To cite this repository:
Kline, Melissa. (2012) CLANtoR (Github repository). Available at http://github.com/mekline/CLANtoR/ DOI:10.5281/zenodo.1196626
This is a fairly simple R script that just takes a single CHILDES-formatted corpus file and turns it into an R dataframe with all corpus information (e.g. child, age, date) listed on each utterance. From there it can be written out as a CSV or other standard file format.
Note: this is older code, and a much better solution for converting these corpora to tabular data now exists! Go check out childes-db
In addition to copying any tiers that it finds into columns of the dataframe, CLANtoR also creates a gloss of the utterance that removes corpus notation, leaving an unannotated version that is suitable for displaying to experimental participants or conference audiences :) In the example script I've also done some additional processing that deletes ending punctuation and various whitespace anomalies in order to find even more sentences with matched gloss and %mor lines.
Be wary of the output you get with this script, especially if you wish to use tiers other than gloss and mor.
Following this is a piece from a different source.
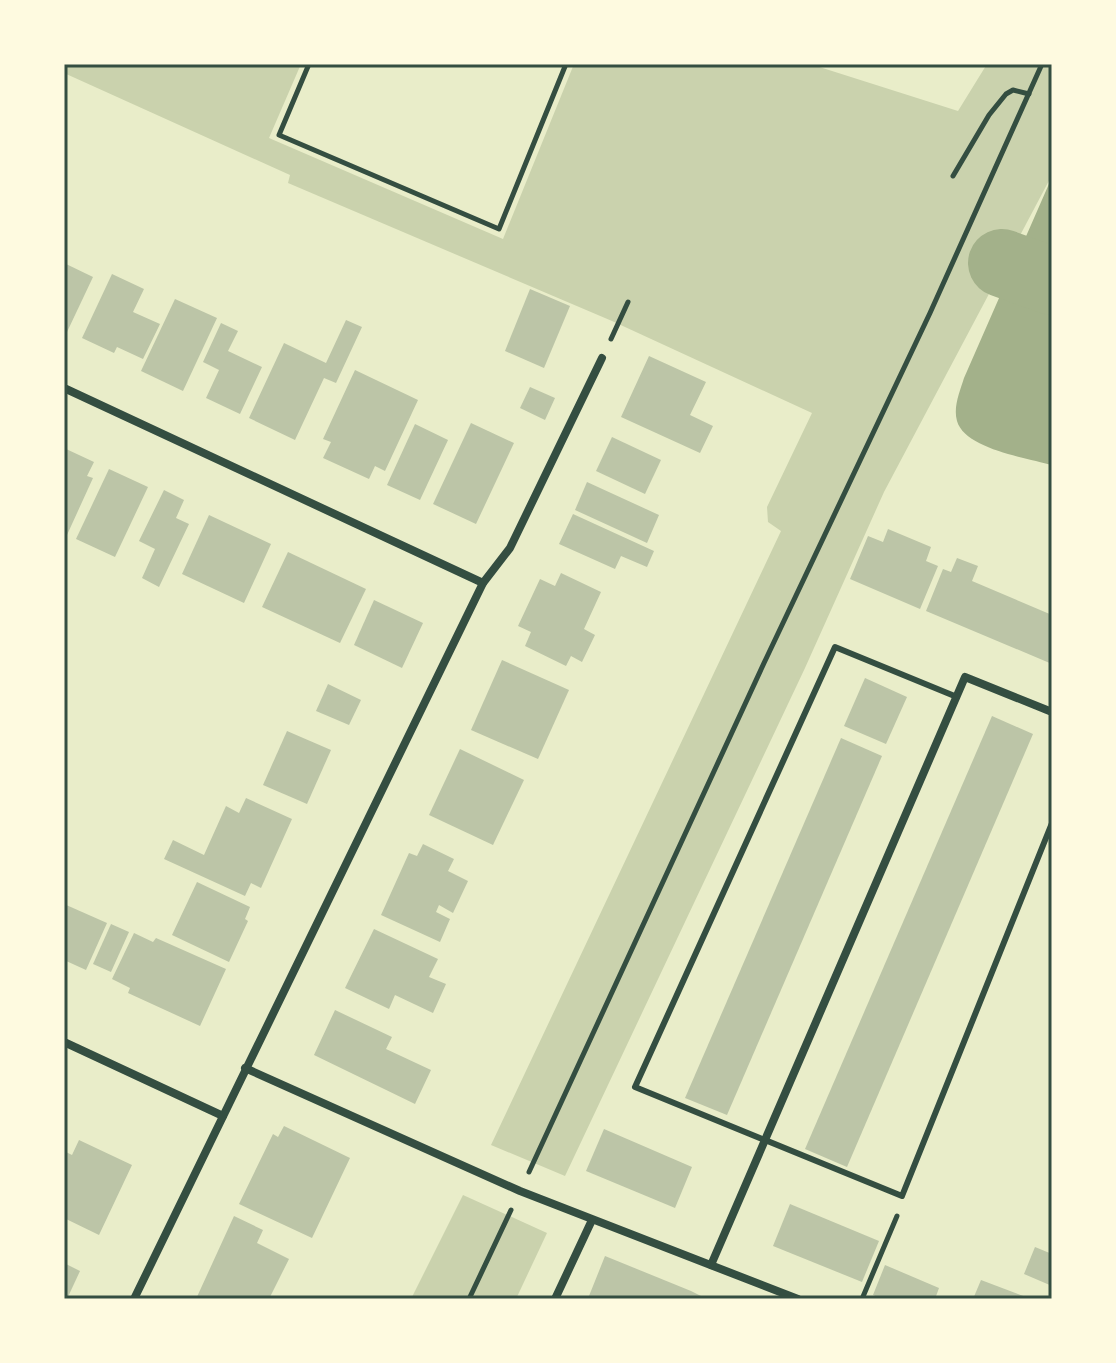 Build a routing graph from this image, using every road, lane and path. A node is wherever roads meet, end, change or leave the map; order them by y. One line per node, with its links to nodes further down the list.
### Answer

If you are not already, become familiar with text encoding, control characters, and csv formats to understand what might be happening if a line looks funny. Especially watch out if there are commas or quotation marks anywhere in your corpus file.
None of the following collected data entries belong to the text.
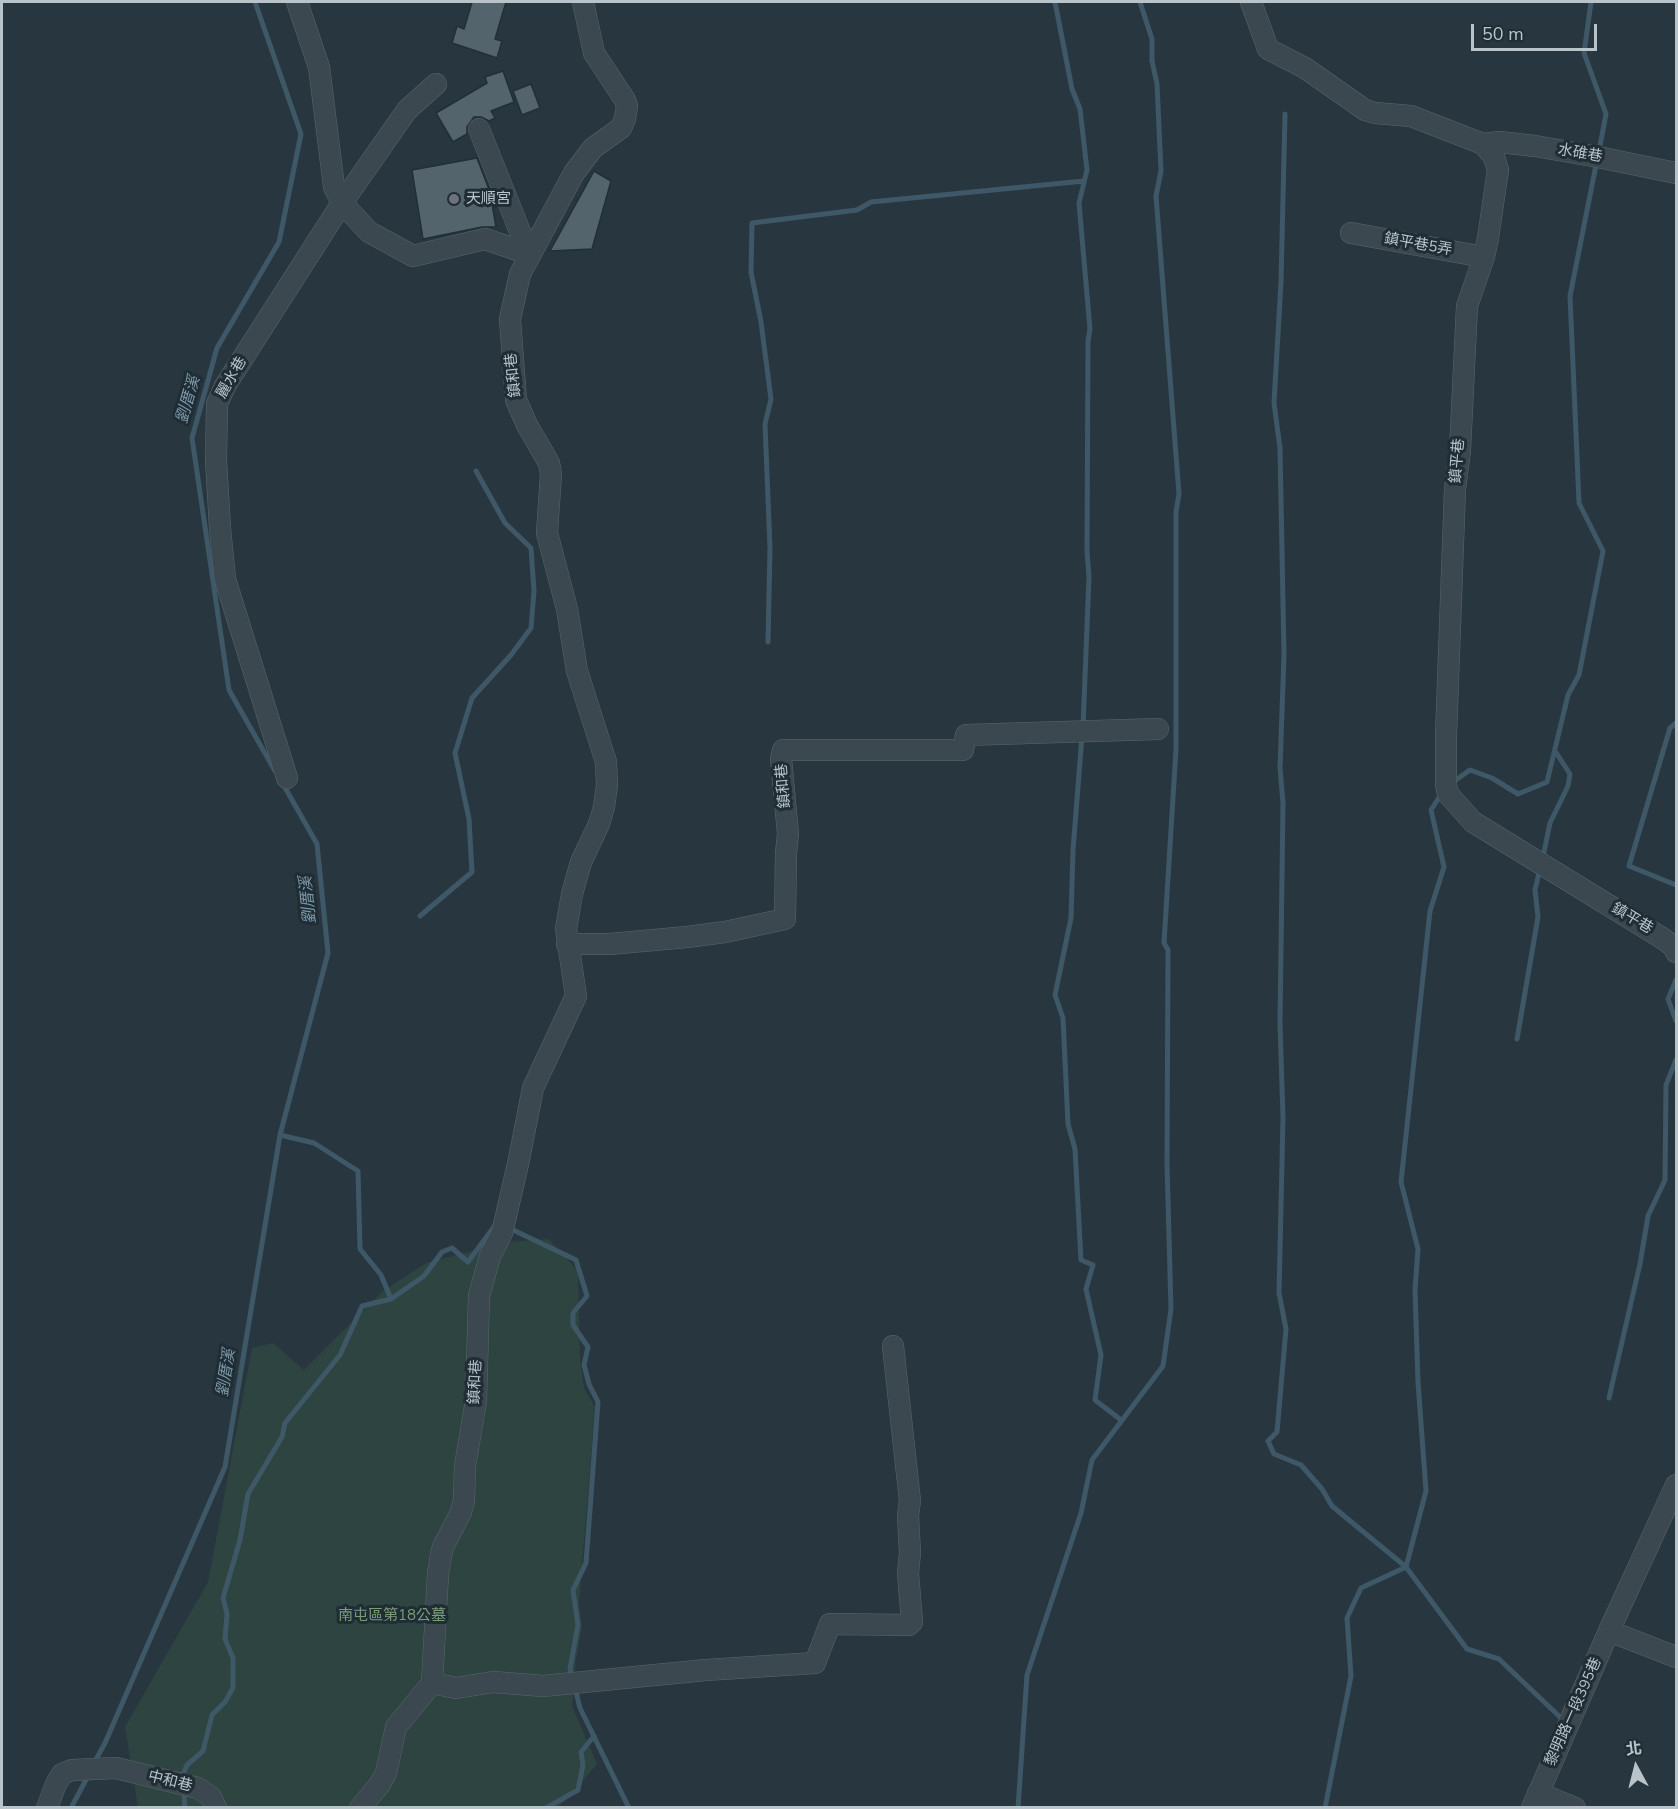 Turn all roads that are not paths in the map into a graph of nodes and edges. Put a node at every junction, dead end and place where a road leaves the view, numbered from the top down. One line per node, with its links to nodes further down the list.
1 (297, 2): 8 (street)
2 (583, 2): 10 (street, 鎮和巷)
3 (1251, 2): 6 (street)
4 (436, 84): 8 (street)
5 (479, 129): 10 (street)
6 (1483, 144): 7 (street, 水碓巷); 11 (street, 鎮平巷)
7 (1677, 173)
8 (342, 204): 10 (street); 13 (street, 麗水巷)
9 (1351, 233): 11 (street, 鎮平巷5弄)
10 (529, 254): 14 (street, 鎮和巷)
11 (1484, 257): 15 (street, 鎮平巷)
12 (1158, 729): 14 (street, 鎮和巷)
13 (287, 778)
14 (567, 944): 20 (street, 鎮和巷)
15 (1677, 952)
16 (893, 1347): 20 (street)
17 (1677, 1485): 18 (street, 黎明路一段395巷)
18 (1609, 1631): 19 (street); 21 (street, 黎明路一段395巷)
19 (1677, 1657)
20 (432, 1683): 24 (street)
21 (1535, 1800): 25 (street)
22 (47, 1808): 23 (street, 中和巷)
23 (216, 1808)
24 (360, 1808)
25 (1575, 1808)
In the Brown (1973) corpus this finds matching lengths for approximately 97% of adult sentences and 95% of child sentences- most of the exceptions are repairs (He has, she has a doll) and sentence fragments. The script is pretty slow (10 minutes or so to read the entire Eve corpus on my machine) but you should only need to run it once per corpus.
I also include two additional Python files that may make this code more useful, by cleaning up some common errors and splitting the csv output into manageable sizes.
ClantoR.R - The main script
example.R Example script for the Brown corpus
fixer.py - Corrects for some of the text encoding anomalies
splitter.py - Gives you a set of smaller csv slices that are somewhat less likely to crash your spreadsheet program.